**INFORMATION GIVEN**.
=== Section Start ===
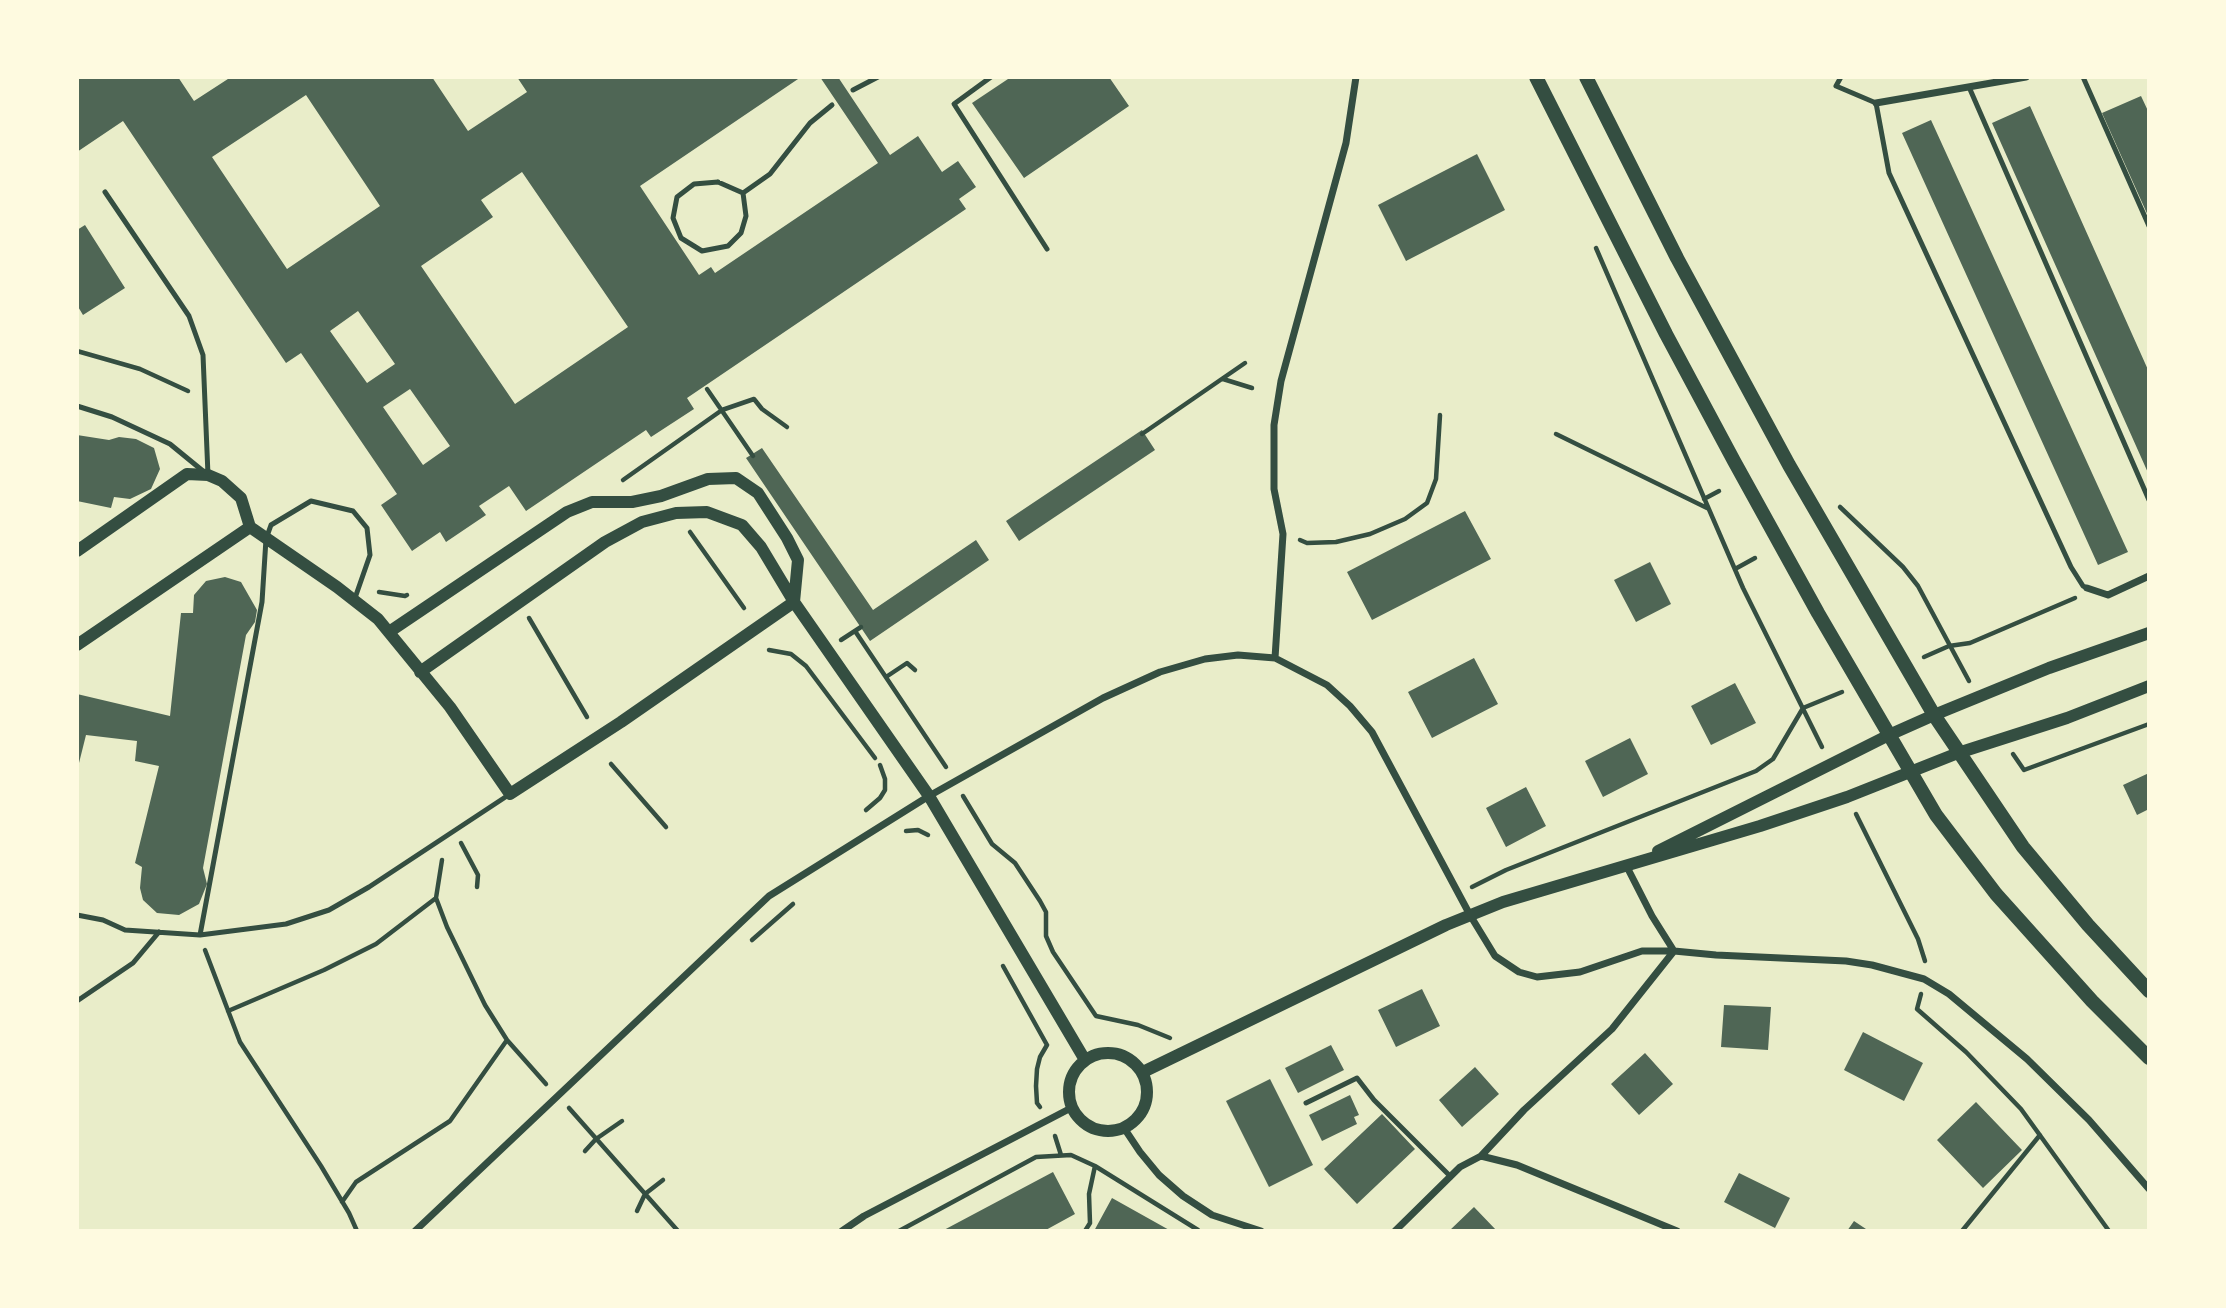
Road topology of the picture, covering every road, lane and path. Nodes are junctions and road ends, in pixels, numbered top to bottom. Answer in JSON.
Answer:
{"nodes":[{"id":1,"x":878,"y":77,"type":"edge"},
{"id":2,"x":991,"y":77,"type":"edge"},
{"id":3,"x":1356,"y":77,"type":"edge"},
{"id":4,"x":1536,"y":77,"type":"edge"},
{"id":5,"x":1586,"y":77,"type":"edge"},
{"id":6,"x":1841,"y":77,"type":"edge"},
{"id":7,"x":2026,"y":77,"type":"edge"},
{"id":8,"x":2083,"y":77,"type":"edge"},
{"id":9,"x":1969,"y":87,"type":"junction"},
{"id":10,"x":853,"y":90,"type":"dead end"},
{"id":11,"x":1876,"y":103,"type":"junction"},
{"id":12,"x":832,"y":105,"type":"dead end"},
{"id":13,"x":105,"y":192,"type":"dead end"},
{"id":14,"x":743,"y":193,"type":"junction"},
{"id":15,"x":2149,"y":226,"type":"edge"},
{"id":16,"x":1047,"y":249,"type":"dead end"},
{"id":17,"x":77,"y":351,"type":"edge"},
{"id":18,"x":1643,"y":355,"type":"dead end"},
{"id":19,"x":1245,"y":363,"type":"dead end"},
{"id":20,"x":1222,"y":379,"type":"junction"},
{"id":21,"x":1252,"y":388,"type":"dead end"},
{"id":22,"x":707,"y":389,"type":"dead end"},
{"id":23,"x":204,"y":404,"type":"junction"},
{"id":24,"x":77,"y":406,"type":"edge"},
{"id":25,"x":722,"y":410,"type":"junction"},
{"id":26,"x":1440,"y":415,"type":"dead end"},
{"id":27,"x":787,"y":426,"type":"dead end"},
{"id":28,"x":1142,"y":434,"type":"dead end"},
{"id":29,"x":1556,"y":434,"type":"dead end"},
{"id":30,"x":753,"y":456,"type":"dead end"},
{"id":31,"x":208,"y":475,"type":"junction"},
{"id":32,"x":611,"y":483,"type":"dead end"},
{"id":33,"x":1719,"y":491,"type":"dead end"},
{"id":34,"x":1704,"y":499,"type":"junction"},
{"id":35,"x":2149,"y":500,"type":"edge"},
{"id":36,"x":1708,"y":508,"type":"junction"},
{"id":37,"x":1843,"y":511,"type":"dead end"},
{"id":38,"x":250,"y":527,"type":"junction"},
{"id":39,"x":689,"y":530,"type":"dead end"},
{"id":40,"x":1283,"y":534,"type":"junction"},
{"id":41,"x":266,"y":539,"type":"junction"},
{"id":42,"x":77,"y":551,"type":"edge"},
{"id":43,"x":1755,"y":558,"type":"dead end"},
{"id":44,"x":1735,"y":569,"type":"junction"},
{"id":45,"x":2149,"y":576,"type":"edge"},
{"id":46,"x":361,"y":581,"type":"junction"},
{"id":47,"x":2085,"y":587,"type":"junction"},
{"id":48,"x":416,"y":589,"type":"dead end"},
{"id":49,"x":354,"y":601,"type":"junction"},
{"id":50,"x":794,"y":602,"type":"junction"},
{"id":51,"x":744,"y":608,"type":"dead end"},
{"id":52,"x":527,"y":615,"type":"dead end"},
{"id":53,"x":855,"y":631,"type":"dead end"},
{"id":54,"x":389,"y":632,"type":"junction"},
{"id":55,"x":2149,"y":633,"type":"edge"},
{"id":56,"x":77,"y":645,"type":"edge"},
{"id":57,"x":769,"y":649,"type":"dead end"},
{"id":58,"x":1275,"y":658,"type":"junction"},
{"id":59,"x":915,"y":670,"type":"dead end"},
{"id":60,"x":420,"y":672,"type":"junction"},
{"id":61,"x":887,"y":677,"type":"junction"},
{"id":62,"x":2149,"y":686,"type":"edge"},
{"id":63,"x":1934,"y":715,"type":"junction"},
{"id":64,"x":587,"y":717,"type":"dead end"},
{"id":65,"x":1889,"y":734,"type":"junction"},
{"id":66,"x":1958,"y":753,"type":"junction"},
{"id":67,"x":611,"y":764,"type":"dead end"},
{"id":68,"x":1912,"y":774,"type":"junction"},
{"id":69,"x":955,"y":782,"type":"junction"},
{"id":70,"x":510,"y":794,"type":"junction"},
{"id":71,"x":929,"y":796,"type":"junction"},
{"id":72,"x":866,"y":810,"type":"dead end"},
{"id":73,"x":666,"y":827,"type":"dead end"},
{"id":74,"x":929,"y":835,"type":"dead end"},
{"id":75,"x":896,"y":836,"type":"dead end"},
{"id":76,"x":437,"y":843,"type":"junction"},
{"id":77,"x":467,"y":850,"type":"dead end"},
{"id":78,"x":1627,"y":867,"type":"junction"},
{"id":79,"x":477,"y":887,"type":"dead end"},
{"id":80,"x":1459,"y":894,"type":"junction"},
{"id":81,"x":436,"y":898,"type":"junction"},
{"id":82,"x":800,"y":899,"type":"dead end"},
{"id":83,"x":77,"y":915,"type":"edge"},
{"id":84,"x":1470,"y":915,"type":"junction"},
{"id":85,"x":159,"y":932,"type":"junction"},
{"id":86,"x":200,"y":935,"type":"junction"},
{"id":87,"x":742,"y":949,"type":"dead end"},
{"id":88,"x":1674,"y":951,"type":"junction"},
{"id":89,"x":1001,"y":963,"type":"dead end"},
{"id":90,"x":2149,"y":991,"type":"edge"},
{"id":91,"x":77,"y":1001,"type":"edge"},
{"id":92,"x":228,"y":1011,"type":"junction"},
{"id":93,"x":1096,"y":1016,"type":"junction"},
{"id":94,"x":1068,"y":1032,"type":"junction"},
{"id":95,"x":1171,"y":1038,"type":"dead end"},
{"id":96,"x":507,"y":1040,"type":"junction"},
{"id":97,"x":1047,"y":1045,"type":"junction"},
{"id":98,"x":2149,"y":1058,"type":"edge"},
{"id":99,"x":1085,"y":1060,"type":"junction"},
{"id":100,"x":1143,"y":1072,"type":"junction"},
{"id":101,"x":558,"y":1096,"type":"junction"},
{"id":102,"x":578,"y":1098,"type":"dead end"},
{"id":103,"x":1307,"y":1103,"type":"dead end"},
{"id":104,"x":568,"y":1107,"type":"junction"},
{"id":105,"x":1071,"y":1108,"type":"junction"},
{"id":106,"x":1049,"y":1119,"type":"junction"},
{"id":107,"x":622,"y":1121,"type":"dead end"},
{"id":108,"x":1124,"y":1128,"type":"junction"},
{"id":109,"x":2040,"y":1135,"type":"dead end"},
{"id":110,"x":596,"y":1139,"type":"junction"},
{"id":111,"x":585,"y":1151,"type":"dead end"},
{"id":112,"x":1061,"y":1156,"type":"junction"},
{"id":113,"x":1481,"y":1156,"type":"junction"},
{"id":114,"x":1095,"y":1166,"type":"junction"},
{"id":115,"x":1451,"y":1177,"type":"junction"},
{"id":116,"x":663,"y":1181,"type":"dead end"},
{"id":117,"x":2149,"y":1189,"type":"edge"},
{"id":118,"x":645,"y":1195,"type":"junction"},
{"id":119,"x":342,"y":1202,"type":"junction"},
{"id":120,"x":637,"y":1211,"type":"dead end"},
{"id":121,"x":356,"y":1231,"type":"edge"},
{"id":122,"x":415,"y":1231,"type":"edge"},
{"id":123,"x":678,"y":1231,"type":"edge"},
{"id":124,"x":842,"y":1231,"type":"edge"},
{"id":125,"x":899,"y":1231,"type":"edge"},
{"id":126,"x":1085,"y":1231,"type":"edge"},
{"id":127,"x":1200,"y":1231,"type":"edge"},
{"id":128,"x":1261,"y":1231,"type":"edge"},
{"id":129,"x":1395,"y":1231,"type":"edge"},
{"id":130,"x":1677,"y":1231,"type":"edge"},
{"id":131,"x":1962,"y":1231,"type":"edge"}],
"edges":[{"from":1,"to":10,"type":"lane"},
{"from":2,"to":16,"type":"lane"},
{"from":3,"to":40,"type":"street"},
{"from":4,"to":65,"type":"main road"},
{"from":5,"to":63,"type":"main road"},
{"from":6,"to":11,"type":"lane"},
{"from":7,"to":9,"type":"street"},
{"from":8,"to":15,"type":"lane"},
{"from":9,"to":11,"type":"street"},
{"from":9,"to":35,"type":"lane"},
{"from":11,"to":47,"type":"lane"},
{"from":12,"to":14,"type":"lane"},
{"from":13,"to":23,"type":"lane"},
{"from":14,"to":14,"type":"lane"},
{"from":17,"to":23,"type":"path"},
{"from":18,"to":34,"type":"path"},
{"from":19,"to":20,"type":"path"},
{"from":20,"to":21,"type":"path"},
{"from":20,"to":28,"type":"path"},
{"from":22,"to":25,"type":"path"},
{"from":23,"to":31,"type":"lane"},
{"from":24,"to":31,"type":"lane"},
{"from":25,"to":27,"type":"path"},
{"from":25,"to":30,"type":"path"},
{"from":25,"to":32,"type":"path"},
{"from":26,"to":40,"type":"path"},
{"from":29,"to":36,"type":"path"},
{"from":31,"to":38,"type":"street"},
{"from":31,"to":42,"type":"street"},
{"from":33,"to":34,"type":"path"},
{"from":34,"to":36,"type":"path"},
{"from":36,"to":44,"type":"path"},
{"from":37,"to":47,"type":"path"},
{"from":38,"to":41,"type":"street"},
{"from":38,"to":56,"type":"street"},
{"from":39,"to":51,"type":"path"},
{"from":40,"to":58,"type":"street"},
{"from":41,"to":46,"type":"lane"},
{"from":41,"to":49,"type":"street"},
{"from":41,"to":86,"type":"lane"},
{"from":43,"to":44,"type":"path"},
{"from":44,"to":80,"type":"path"},
{"from":45,"to":47,"type":"street"},
{"from":46,"to":48,"type":"path"},
{"from":46,"to":49,"type":"lane"},
{"from":49,"to":54,"type":"street"},
{"from":50,"to":54,"type":"street"},
{"from":50,"to":60,"type":"street"},
{"from":50,"to":70,"type":"street"},
{"from":50,"to":71,"type":"street"},
{"from":52,"to":64,"type":"path"},
{"from":53,"to":61,"type":"path"},
{"from":54,"to":60,"type":"street"},
{"from":55,"to":63,"type":"street"},
{"from":57,"to":72,"type":"path"},
{"from":58,"to":69,"type":"street"},
{"from":58,"to":80,"type":"street"},
{"from":59,"to":61,"type":"path"},
{"from":60,"to":70,"type":"street"},
{"from":61,"to":69,"type":"path"},
{"from":62,"to":66,"type":"street"},
{"from":63,"to":65,"type":"street"},
{"from":63,"to":66,"type":"main road"},
{"from":65,"to":68,"type":"main road"},
{"from":65,"to":78,"type":"street"},
{"from":66,"to":68,"type":"street"},
{"from":66,"to":90,"type":"main road"},
{"from":67,"to":73,"type":"path"},
{"from":68,"to":78,"type":"street"},
{"from":68,"to":98,"type":"main road"},
{"from":69,"to":71,"type":"street"},
{"from":69,"to":93,"type":"path"},
{"from":70,"to":76,"type":"lane"},
{"from":71,"to":94,"type":"street"},
{"from":71,"to":101,"type":"street"},
{"from":74,"to":75,"type":"path"},
{"from":76,"to":81,"type":"path"},
{"from":76,"to":86,"type":"lane"},
{"from":77,"to":79,"type":"path"},
{"from":78,"to":84,"type":"street"},
{"from":78,"to":88,"type":"street"},
{"from":80,"to":84,"type":"street"},
{"from":81,"to":92,"type":"path"},
{"from":81,"to":96,"type":"path"},
{"from":82,"to":87,"type":"path"},
{"from":83,"to":85,"type":"lane"},
{"from":84,"to":88,"type":"street"},
{"from":84,"to":100,"type":"street"},
{"from":85,"to":86,"type":"lane"},
{"from":85,"to":91,"type":"lane"},
{"from":86,"to":92,"type":"path"},
{"from":88,"to":113,"type":"street"},
{"from":88,"to":117,"type":"street"},
{"from":89,"to":97,"type":"path"},
{"from":92,"to":119,"type":"path"},
{"from":93,"to":94,"type":"path"},
{"from":93,"to":95,"type":"path"},
{"from":94,"to":97,"type":"path"},
{"from":94,"to":99,"type":"street"},
{"from":96,"to":101,"type":"path"},
{"from":96,"to":119,"type":"path"},
{"from":97,"to":106,"type":"path"},
{"from":99,"to":100,"type":"street"},
{"from":99,"to":105,"type":"street"},
{"from":100,"to":108,"type":"street"},
{"from":101,"to":104,"type":"path"},
{"from":101,"to":122,"type":"street"},
{"from":102,"to":104,"type":"path"},
{"from":103,"to":115,"type":"lane"},
{"from":104,"to":110,"type":"path"},
{"from":105,"to":106,"type":"street"},
{"from":105,"to":108,"type":"street"},
{"from":106,"to":112,"type":"path"},
{"from":106,"to":124,"type":"street"},
{"from":107,"to":110,"type":"path"},
{"from":108,"to":128,"type":"street"},
{"from":109,"to":131,"type":"path"},
{"from":110,"to":111,"type":"path"},
{"from":110,"to":118,"type":"path"},
{"from":112,"to":114,"type":"path"},
{"from":112,"to":125,"type":"path"},
{"from":113,"to":115,"type":"street"},
{"from":113,"to":130,"type":"street"},
{"from":114,"to":126,"type":"path"},
{"from":114,"to":127,"type":"path"},
{"from":115,"to":129,"type":"street"},
{"from":116,"to":118,"type":"path"},
{"from":118,"to":120,"type":"path"},
{"from":118,"to":123,"type":"path"},
{"from":119,"to":121,"type":"path"}]}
=== Section End ===
Lines holding "Answer" are the ones to copy; find all of them in the listing.

**REPLY**.
Road topology of the picture, covering every road, lane and path. Nodes are junctions and road ends, in pixels, numbered top to bottom. Answer in JSON.
Answer:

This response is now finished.